With Friends Like This Who Needs Enemies? UPDATE

Photo credit Patrik Sinkewitz





Folks, as you know we here at the Dougloid Papers follow the Tour de France with great interest. In the world of the spectacular, the French rarely disappoint but the Tour is in a class of its own.

There's nothing I like to watch on teevee more than a good hard slogfest in the mountains and today's climb to the plateau was no different. It delivered in spades.

Ever since I discovered the Tour (and believe me, when you say 'the Tour' there is and can be only one, the numero uno, the Big Enchilada)....where was I? Oh. I remember. I discovered the Tour back in the years when Greg Lemond was a power in pro cycling, and although I have never been any sort of jock, I do make exceptions for pro football and professional cycling.

Anyway, as everyone except three guys trapped in an ice cave in Antarctica have heard, the Tour would not be the Tour without a doping scandal or three. It has been recently stated by some publicity starved loser or other whose name I cannot remember that Mike Rasmussen, currently ahead on points in the Tour, tried to get him to transport doping products a few years ago. That's what we call hearsay in the legal trade, although it seems in the Emerald City of the sports anti doping boobocracy, the notion of due process takes a back seat to headline grabbing. The greatest exponent of this artform is the Montreal Mouth, a/k/a the aptly named Dick Pound, known for his credo of '1: guilty until 2: proven innocent. If 2, refer to 1."

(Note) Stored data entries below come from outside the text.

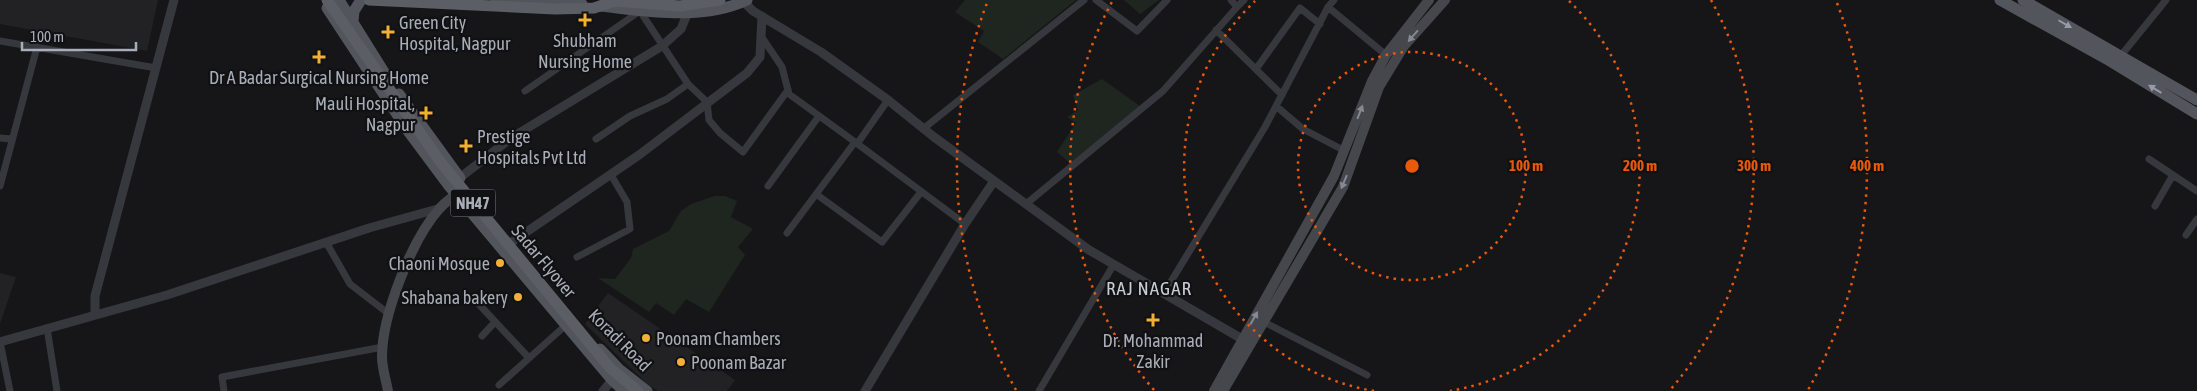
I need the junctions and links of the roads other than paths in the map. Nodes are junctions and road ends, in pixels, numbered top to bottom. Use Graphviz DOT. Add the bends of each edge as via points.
graph roads {
  1 [pos="174,0"];
  2 [pos="322,0"];
  3 [pos="327,0"];
  4 [pos="339,0"];
  5 [pos="361,0"];
  6 [pos="369,0"];
  7 [pos="496,0"];
  8 [pos="654,0"];
  9 [pos="676,0"];
  10 [pos="720,0"];
  11 [pos="1084,0"];
  12 [pos="1096,0"];
  13 [pos="1167,0"];
  14 [pos="1232,0"];
  15 [pos="1244,0"];
  16 [pos="1334,0"];
  17 [pos="1429,0"];
  18 [pos="1445,0"];
  19 [pos="2000,0"];
  20 [pos="2023,0"];
  21 [pos="2166,0"];
  22 [pos="744,1"];
  23 [pos="1237,7"];
  24 [pos="1328,7"];
  25 [pos="640,11"];
  26 [pos="688,12"];
  27 [pos="762,16"];
  28 [pos="353,21"];
  29 [pos="1320,24"];
  30 [pos="1216,30"];
  31 [pos="761,36"];
  32 [pos="0,41"];
  33 [pos="662,46"];
  34 [pos="37,47"];
  35 [pos="1386,55"];
  36 [pos="2117,60"];
  37 [pos="156,68"];
  38 [pos="1256,69"];
  39 [pos="688,84"];
  40 [pos="788,90"];
  41 [pos="525,91"];
  42 [pos="1282,95"];
  43 [pos="888,100"];
  44 [pos="2197,100"];
  45 [pos="707,102"];
  46 [pos="1276,106"];
  47 [pos="2197,114"];
  48 [pos="820,116"];
  49 [pos="924,129"];
  50 [pos="0,138"];
  51 [pos="12,139"];
  52 [pos="596,139"];
  53 [pos="856,143"];
  54 [pos="1345,151"];
  55 [pos="2149,159"];
  56 [pos="611,175"];
  57 [pos="2173,175"];
  58 [pos="994,181"];
  59 [pos="463,183"];
  60 [pos="0,186"];
  61 [pos="768,186"];
  62 [pos="452,191"];
  63 [pos="2197,191"];
  64 [pos="921,192"];
  65 [pos="816,194"];
  66 [pos="1026,204"];
  67 [pos="2155,206"];
  68 [pos="441,208"];
  69 [pos="2197,219"];
  70 [pos="965,224"];
  71 [pos="788,233"];
  72 [pos="2186,235"];
  73 [pos="326,242"];
  74 [pos="510,242"];
  75 [pos="501,250"];
  76 [pos="577,257"];
  77 [pos="1114,264"];
  78 [pos="1164,293"];
  79 [pos="470,302"];
  80 [pos="389,314"];
  81 [pos="95,315"];
  82 [pos="495,322"];
  83 [pos="1264,322"];
  84 [pos="566,325"];
  85 [pos="47,328"];
  86 [pos="482,336"];
  87 [pos="0,342"];
  88 [pos="1247,342"];
  89 [pos="383,347"];
  90 [pos="529,358"];
  91 [pos="1367,375"];
  92 [pos="612,380"];
  93 [pos="499,385"];
  94 [pos="10,391"];
  95 [pos="57,391"];
  96 [pos="224,391"];
  97 [pos="388,391"];
  98 [pos="603,391"];
  99 [pos="624,391"];
  100 [pos="631,391"];
  101 [pos="638,391"];
  102 [pos="647,391"];
  103 [pos="865,391"];
  104 [pos="1039,391"];
  105 [pos="1214,391"];
  106 [pos="1223,391"];
  1 -- 37 [label="street"];
  2 -- 62 [label="main road, Koradi Road / NH47" via="408,132"];
  2 -- 100 [label="highway, Sadar Flyover / NH47, bridge" via="443,171 611,374"];
  3 -- 101 [label="highway, Sadar Flyover / NH47, bridge" via="442,164 610,368"];
  4 -- 28 [label="main road, Koradi Road"];
  5 -- 28 [label="main road" via="354,11"];
  6 -- 10 [label="highway, bridge" via="555,9 594,8 615,1 680,6"];
  7 -- 25 [label="main road" via="582,4"];
  8 -- 9 [label="highway"];
  11 -- 49 [label="street"];
  12 -- 13 [label="street" via="1137,31"];
  14 -- 23 [label="street"];
  15 -- 23 [label="street"];
  16 -- 24 [label="street"];
  17 -- 35 [label="main road"];
  18 -- 83 [label="main road, one-way" via="1404,46 1379,87 1343,187"];
  19 -- 36 [label="main road"];
  20 -- 36 [label="main road, one-way"];
  21 -- 36 [label="street"];
  22 -- 26 [label="main road" via="714,10"];
  22 -- 27 [label="street"];
  23 -- 30 [label="street"];
  24 -- 29 [label="street"];
  24 -- 35 [label="street"];
  25 -- 26 [label="main road"];
  25 -- 33 [label="street"];
  25 -- 41 [label="street"];
  26 -- 33 [label="street" via="681,29"];
  27 -- 31 [label="street"];
  27 -- 43 [label="street" via="821,52"];
  28 -- 59 [label="main road, Koradi Road" via="381,67"];
  29 -- 38 [label="street" via="1300,8"];
  29 -- 42 [label="street"];
  30 -- 38 [label="street"];
  30 -- 66 [label="street" via="1163,91"];
  31 -- 40 [label="street" via="782,67"];
  31 -- 45 [label="street" via="760,57 747,74"];
  32 -- 34 [label="street"];
  33 -- 39 [label="street"];
  33 -- 59 [label="street" via="511,138"];
  34 -- 37 [label="street"];
  34 -- 51 [label="street"];
  54 -- 35 [label="main road, one-way" via="1372,81"];
  36 -- 44 [label="main road"];
  47 -- 36 [label="main road, one-way"];
  37 -- 81 [label="street" via="95,296"];
  38 -- 42 [label="street"];
  39 -- 45 [label="street"];
  39 -- 52 [label="street"];
  40 -- 45 [label="street" via="743,152 709,120"];
  40 -- 48 [label="street"];
  42 -- 46 [label="street"];
  43 -- 49 [label="street"];
  43 -- 53 [label="street"];
  45 -- 56 [label="street"];
  46 -- 54 [label="street" via="1303,129"];
  46 -- 78 [label="street"];
  48 -- 53 [label="street"];
  48 -- 61 [label="street"];
  49 -- 58 [label="street"];
  50 -- 51 [label="street"];
  51 -- 60 [label="street"];
  53 -- 64 [label="street"];
  53 -- 65 [label="street"];
  88 -- 54 [label="main road, one-way" via="1251,322 1306,229"];
  55 -- 57 [label="street"];
  56 -- 74 [label="street"];
  56 -- 76 [label="street" via="627,202 630,229"];
  57 -- 63 [label="street"];
  57 -- 67 [label="street"];
  58 -- 66 [label="street"];
  58 -- 70 [label="street"];
  59 -- 62 [label="main road"];
  59 -- 74 [label="main road, Koradi Road"];
  62 -- 68 [label="main road"];
  62 -- 75 [label="main road, Koradi Road / NH47"];
  64 -- 65 [label="street" via="882,242"];
  64 -- 70 [label="street"];
  65 -- 71 [label="street"];
  66 -- 77 [label="street" via="1089,250"];
  68 -- 73 [label="street"];
  68 -- 80 [label="main road" via="422,234"];
  69 -- 72 [label="street"];
  70 -- 103 [label="street"];
  73 -- 80 [label="street" via="350,284"];
  73 -- 81 [label="street" via="167,295"];
  74 -- 75 [label="street"];
  74 -- 102 [label="main road, Koradi Road" via="593,341 619,369"];
  75 -- 84 [label="main road, Koradi Road / NH47"];
  77 -- 78 [label="street"];
  77 -- 104 [label="street"];
  78 -- 88 [label="street"];
  79 -- 82 [label="street" via="475,300"];
  80 -- 89 [label="main road"];
  81 -- 85 [label="street"];
  82 -- 86 [label="street"];
  82 -- 90 [label="street"];
  83 -- 88 [label="main road"];
  83 -- 91 [label="street"];
  84 -- 90 [label="street"];
  84 -- 92 [label="main road, Koradi Road / NH47"];
  85 -- 87 [label="street"];
  85 -- 95 [label="street"];
  87 -- 94 [label="street"];
  88 -- 105 [label="main road"];
  88 -- 106 [label="main road"];
  89 -- 96 [label="street" via="222,377"];
  89 -- 97 [label="main road"];
  90 -- 93 [label="street"];
  92 -- 98 [label="street"];
  92 -- 99 [label="main road, Koradi Road / NH47"];
}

That's been the Floyd Landis story, and I'm more convinced than ever that Floyd is a man who got tossed under the wheels to serve as a message to somebody about something or other. That doesn't even get to the possibility of sabotage, as among the mob of spectators slapping cyclists on the back on their way up a slope, a hand slathered with testosterone cream might well have been the culprit. Crowd control on the Tour is nonexistent, because it would of course be impossible.

However, in the cited article we've found something that underscores the conceptual differences between continental lawyers and common law lawyers.

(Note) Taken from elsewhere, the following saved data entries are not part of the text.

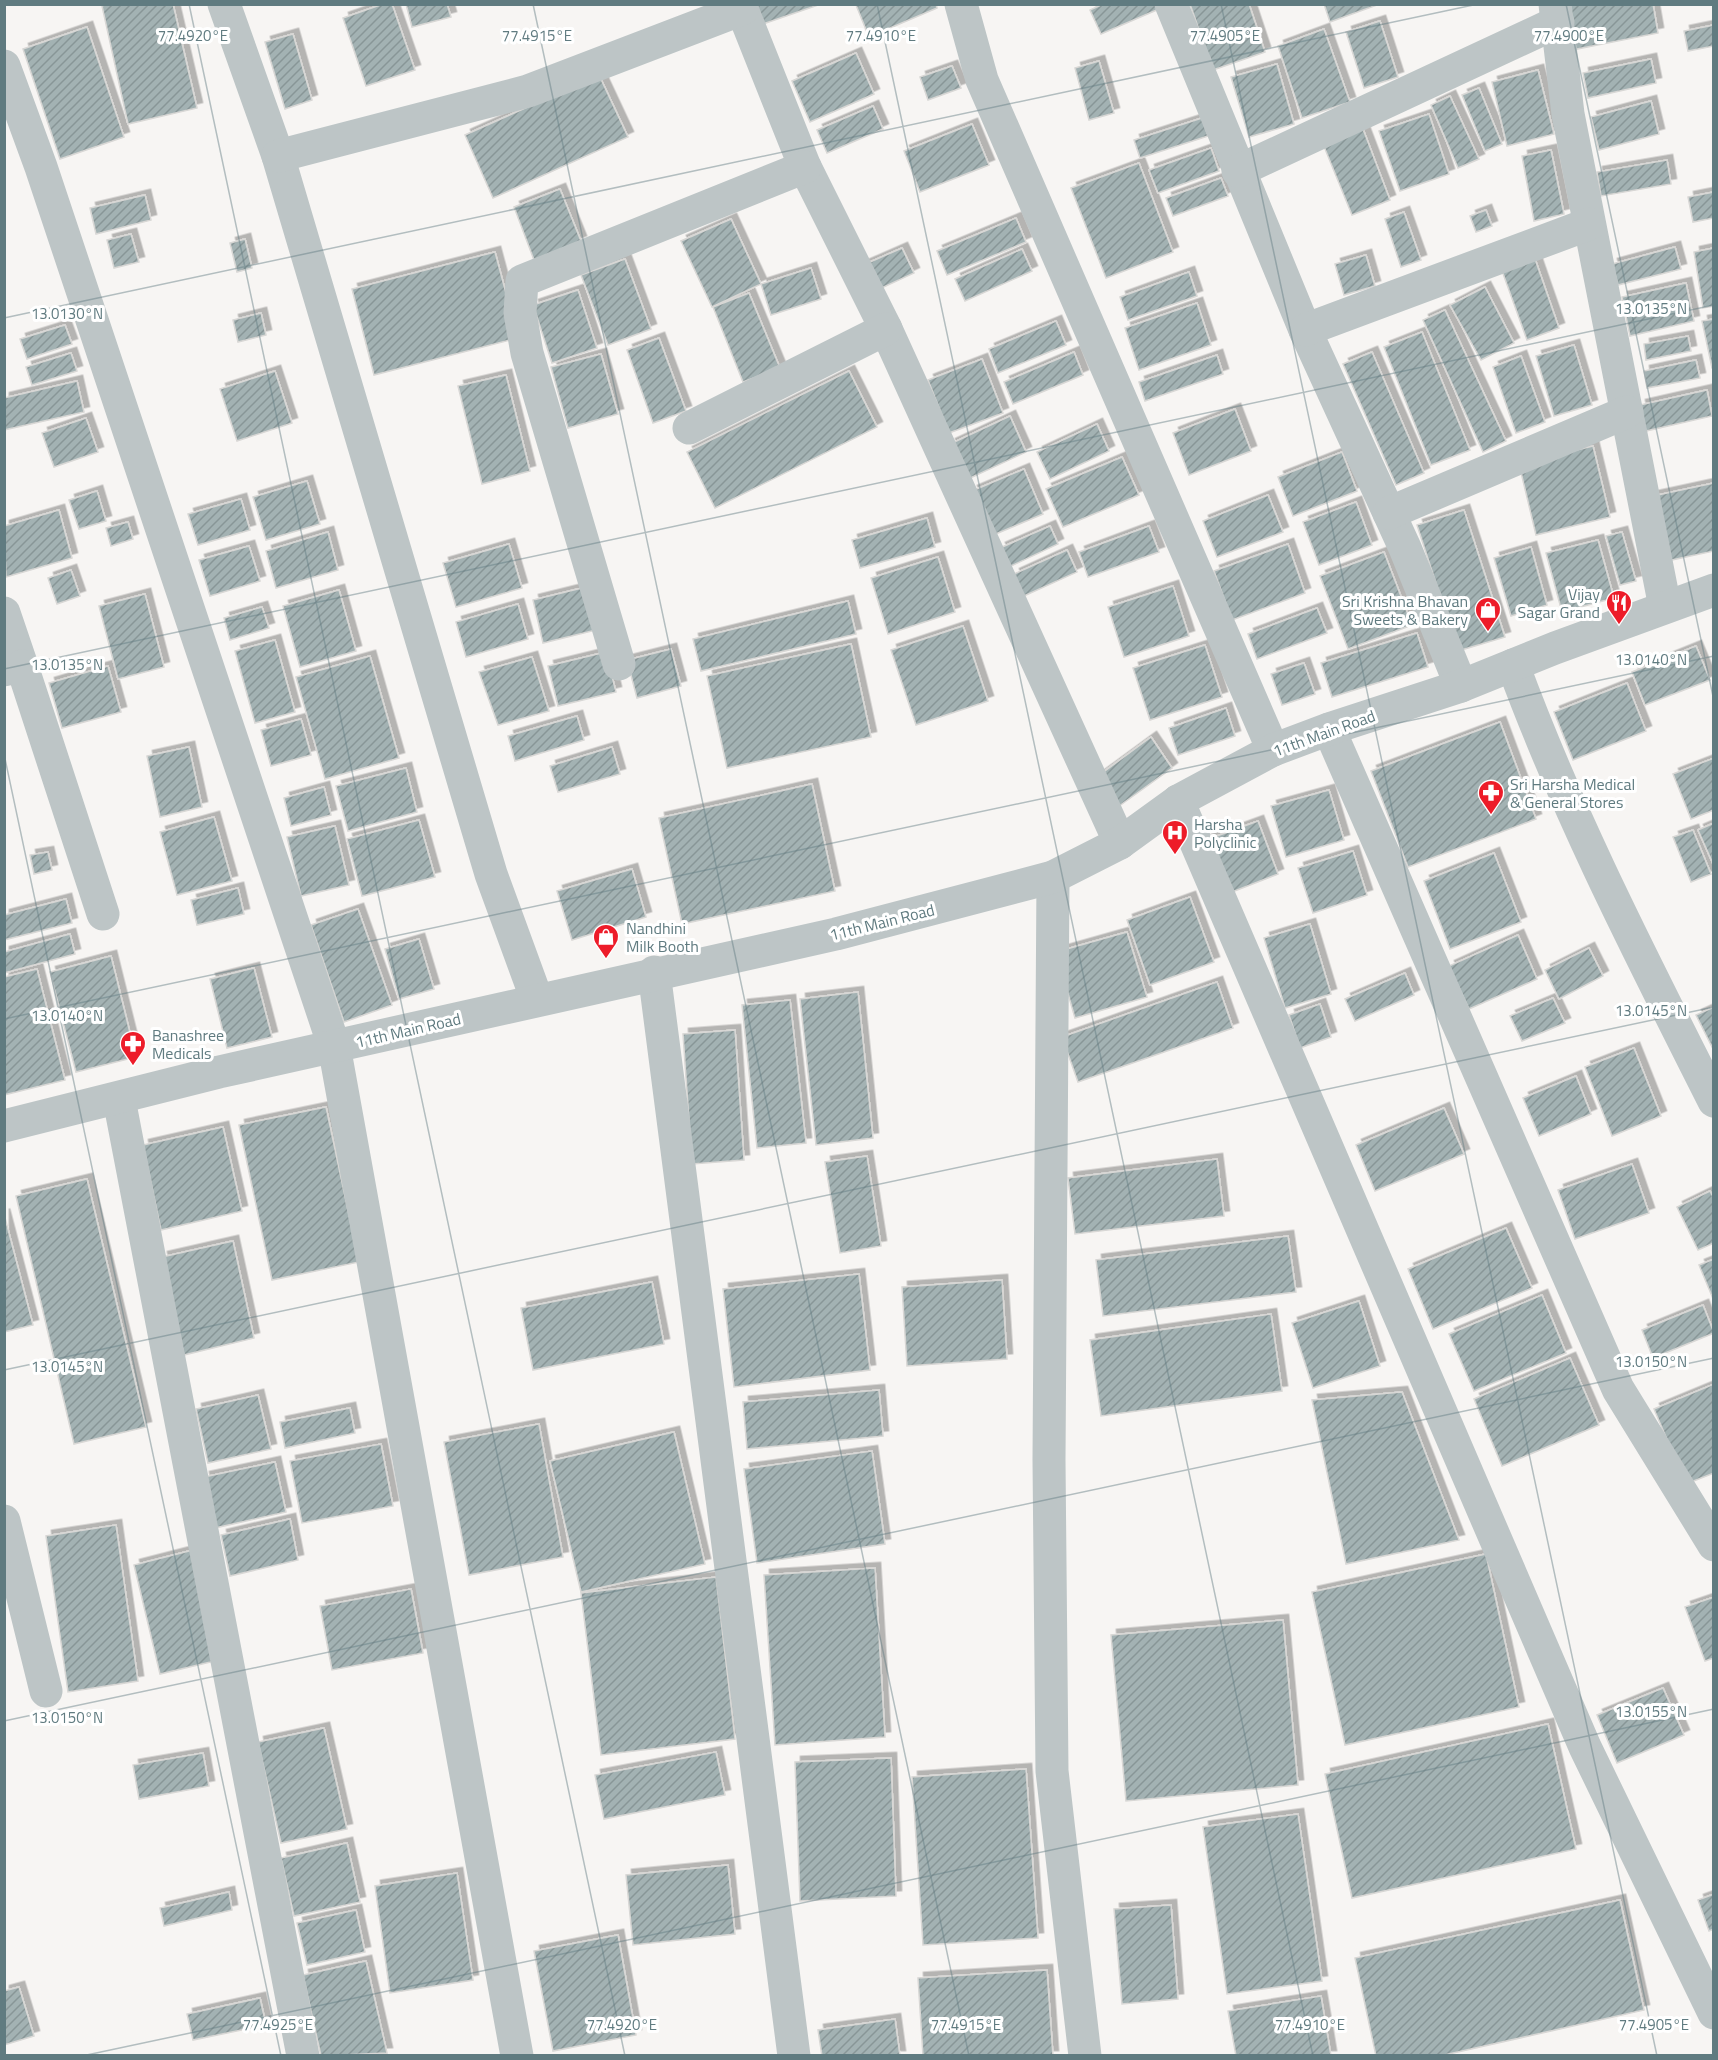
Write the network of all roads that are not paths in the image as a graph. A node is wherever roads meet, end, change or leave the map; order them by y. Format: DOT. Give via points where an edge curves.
graph roads {
  1 [pos="224,4"];
  2 [pos="961,4"];
  3 [pos="1171,4"];
  4 [pos="741,7"];
  5 [pos="1557,13"];
  6 [pos="4,66"];
  7 [pos="278,156"];
  8 [pos="805,167"];
  9 [pos="1238,171"];
  10 [pos="1589,224"];
  11 [pos="886,329"];
  12 [pos="1305,330"];
  13 [pos="1627,412"];
  14 [pos="690,428"];
  15 [pos="1389,513"];
  16 [pos="1713,590"];
  17 [pos="1665,607"];
  18 [pos="4,613"];
  19 [pos="619,664"];
  20 [pos="1513,665"];
  21 [pos="13,668"];
  22 [pos="1461,686"];
  23 [pos="1329,729"];
  24 [pos="1273,750"];
  25 [pos="1178,801"];
  26 [pos="1120,843"];
  27 [pos="1053,877"];
  28 [pos="103,914"];
  29 [pos="654,972"];
  30 [pos="537,1000"];
  31 [pos="334,1046"];
  32 [pos="119,1099"];
  33 [pos="1713,1101"];
  34 [pos="4,1126"];
  35 [pos="4,1521"];
  36 [pos="1713,1545"];
  37 [pos="46,1691"];
  38 [pos="1713,2013"];
  39 [pos="303,2055"];
  40 [pos="517,2055"];
  41 [pos="794,2055"];
  42 [pos="1085,2055"];
  1 -- 7 [label="street"];
  2 -- 24 [label="street" via="982,81"];
  3 -- 9 [label="street"];
  4 -- 7 [label="street" via="528,91"];
  4 -- 8 [label="street"];
  5 -- 9 [label="street"];
  5 -- 10 [label="street" via="1568,114"];
  6 -- 31 [label="street"];
  7 -- 30 [label="street" via="491,874"];
  8 -- 11 [label="street"];
  8 -- 19 [label="street" via="522,281 520,313 527,353"];
  9 -- 12 [label="street"];
  10 -- 12 [label="street"];
  10 -- 13 [label="street"];
  11 -- 14 [label="street"];
  11 -- 26 [label="street"];
  12 -- 15 [label="street"];
  13 -- 15 [label="street"];
  13 -- 17 [label="street"];
  15 -- 22 [label="street"];
  16 -- 17 [label="street, 11th Main Road"];
  17 -- 20 [label="street, 11th Main Road"];
  18 -- 21 [label="street"];
  20 -- 22 [label="street, 11th Main Road"];
  20 -- 33 [label="street" via="1542,745"];
  21 -- 28 [label="street"];
  22 -- 23 [label="street, 11th Main Road"];
  23 -- 24 [label="street, 11th Main Road"];
  23 -- 36 [label="street" via="1618,1389"];
  24 -- 25 [label="street, 11th Main Road"];
  25 -- 26 [label="street, 11th Main Road"];
  25 -- 38 [label="street" via="1585,1747"];
  26 -- 27 [label="street, 11th Main Road"];
  27 -- 29 [label="street, 11th Main Road" via="836,934"];
  27 -- 42 [label="street" via="1049,1460 1052,1771"];
  29 -- 30 [label="street, 11th Main Road"];
  29 -- 41 [label="street"];
  30 -- 31 [label="street, 11th Main Road"];
  31 -- 32 [label="street, 11th Main Road"];
  31 -- 40 [label="street"];
  32 -- 34 [label="street, 11th Main Road"];
  32 -- 39 [label="street"];
  35 -- 37 [label="street"];
}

Patrik Sinkewitz, pictured above, is a German cyclist who's in the same pickle that Floyd was in last year, but Sinkewitz's German lawyer Michael Lehner opines that any of his clients who are guilty ought to confess. With a lawyer like that, Sinkewitz could do better on his own, no need to spend a tin pfennig on that kind of 'service'. And why would anyone in his right mind hire this numbskull? To what end? Plead guilty and spare me the trouble? It's a disgrace to the profession and a disservice to the notion of zealous advocacy. With an attorney like this the outcome's pretty much a done deal.

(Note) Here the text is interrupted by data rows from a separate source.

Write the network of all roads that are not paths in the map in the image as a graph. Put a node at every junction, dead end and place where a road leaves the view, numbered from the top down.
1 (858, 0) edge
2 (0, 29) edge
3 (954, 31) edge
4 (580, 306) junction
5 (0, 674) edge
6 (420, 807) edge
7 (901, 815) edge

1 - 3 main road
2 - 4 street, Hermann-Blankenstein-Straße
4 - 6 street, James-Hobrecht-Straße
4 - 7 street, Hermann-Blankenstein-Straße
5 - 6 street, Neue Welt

Patrik, we here in the states may be a lot of things, some of which Europeans disagree with, but I am here to tell you in my line of work in my little corner of the world we fight for the people who entrust their lives and their fortunes to us, and if we don't have the stomach for it, we find other things to do. Just like you fight on the mean streets of the Tour, it's in our nature to go the distance. All of which is something that champions in the truest historical sense of the word understand but some folks quite plainly don't.

UPDATE Tuesday: Since we wrote this piece it was revealed in the Guardian that Pat McQuaid, president of the UCI which is the international cycling union and something of an important body said that it would be better if someone else were to win the Tour besides Michael Rasmussen, although since he hadn't broken any rules you have to give him the benefit of the doubt.

Huh?! Does that sound as goofy to you as it does to me?